After the applicant completes its presentation this Thursday, the Planning Board will hear public comment. I hope the Planning Board will require the applicant to resubmit an application that all of us, including this senior, can live with.

LINCOLN S. HOLLISTER
Ridgeview Road

Borough Should Spring for Sidewalk From Library Plaza to Nearby Stores

I cannot believe that the Borough says it’s not possible to build a safe sidewalk off the new Witherspoon Plaza that would lead into the Spring Street stores already there. Pedestrian safety? No, the Borough is capable of building wondrous things, so why not a little sidewalk? If the powers that be are thinking that these businesses stand to benefit from back-door access that they didn’t pay for, well, I think that living through the extremely long, hot, noisy days of construction is payment enough.

Come on, everyone, where is our generosity of spirit? Let’s make our new plaza a cozy and convenient meeting place for all of us, the Spring Street stores included.

DEBORAH KAPLE
Pine Street

Officials Should Act Now to Prevent Another Fatal Crash on Alexander Road

There are depressing parallels between the conditions that proved disastrous for New Orleans during Hurricane Katrina, and the conditions that led last week to the tragic death of Rebecca Annitto, 14, of Princeton.

The wetlands that would have helped protect New Orleans and its levees have been disappearing, and the city itself has been sinking, since the French settled there 300 years ago. For many years it has been known that the levees were inadequate to withstand a storm as strong as Katrina, and that the elderly, poor, and patients in its hospitals were among those most seriously at risk. But officials were “getting ready” to issue hospital evacuation plans, or waiting for the moment when other fiscal needs were less pressing, or otherwise postponing the day when they would actually deal with the problem.

The dangerous S-curve on Alexander Road where the crash occurred in which Rebecca Annitto died has been the site of numerous accidents over the years. With respect to the accident that killed Rebecca, the police have reportedly indicated that they do not expect to file charges against anyone; the problem is the road itself, which is unsafe in wet conditions.
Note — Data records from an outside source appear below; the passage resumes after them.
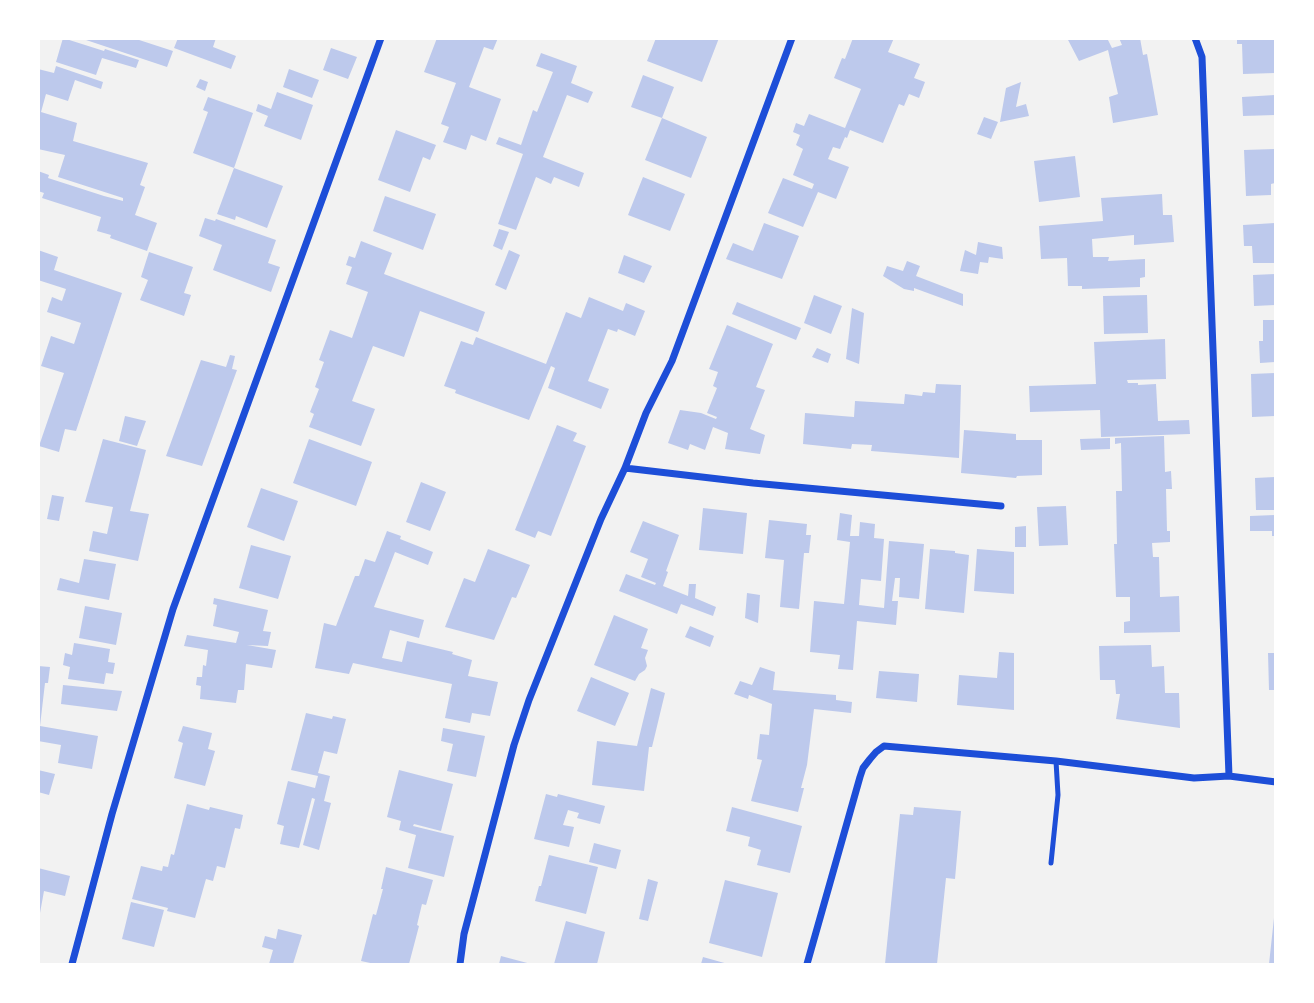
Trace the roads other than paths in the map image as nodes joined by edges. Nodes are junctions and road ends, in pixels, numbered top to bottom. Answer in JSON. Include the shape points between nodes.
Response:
{"nodes":[{"id":1,"x":381,"y":38,"type":"edge"},
{"id":2,"x":792,"y":38,"type":"edge"},
{"id":3,"x":1195,"y":38,"type":"edge"},
{"id":4,"x":625,"y":468,"type":"junction"},
{"id":5,"x":1001,"y":506,"type":"dead end"},
{"id":6,"x":1056,"y":761,"type":"junction"},
{"id":7,"x":1229,"y":776,"type":"junction"},
{"id":8,"x":1276,"y":782,"type":"edge"},
{"id":9,"x":1051,"y":863,"type":"dead end"},
{"id":10,"x":72,"y":964,"type":"edge"},
{"id":11,"x":460,"y":964,"type":"edge"},
{"id":12,"x":807,"y":964,"type":"edge"}],
"edges":[{"from":1,"to":10,"type":"street","via":[[173,609]]},
{"from":2,"to":4,"type":"street","via":[[672,361]]},
{"from":3,"to":7,"type":"street","via":[[1202,57]]},
{"from":4,"to":5,"type":"street"},
{"from":4,"to":11,"type":"street","via":[[521,723]]},
{"from":6,"to":7,"type":"street","via":[[1194,778]]},
{"from":6,"to":9,"type":"lane","via":[[1058,795]]},
{"from":6,"to":12,"type":"street","via":[[884,747],[876,752],[860,777]]},
{"from":7,"to":8,"type":"street"}]}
A young woman who had an accident there a few years ago, fortunately without injury, told me the policeman who responded said he himself had been in an accident at the same place, and that the police seemed to receive a call involving some mishap there almost every time it rained.

The mayor of West Windsor, where this curve on Alexander Road is located, stated that earlier this year it was listed by the town’s engineering department as the number one “problem traffic area.” Although straightening the road was recommended, the mayor reportedly said this was “not going to happen overnight,” because “it has to go through the governing process and budgeting, plus review and study.” The mayor said that the work would be covered by the next budget, but we have all seen how budget priorities change when the spotlight of public scrutiny moves on to something else.

West Windsor has got to move expeditiously and to involve other levels of government, if necessary, to get this very dangerous problem solved. I commend the mayor for saying he would push for both interim safety measures and permanent straightening of the road. Now he needs to follow through, and interim safety measures must be implemented immediately. I call upon the West Windsor authorities, Mercer County, and the State to move as quickly as possible to prevent another tragedy on Alexander Road. I attended the funeral of Rebecca Annitto, which was profoundly moving, beautiful, and very, very terrible. I hope never to attend another funeral like it.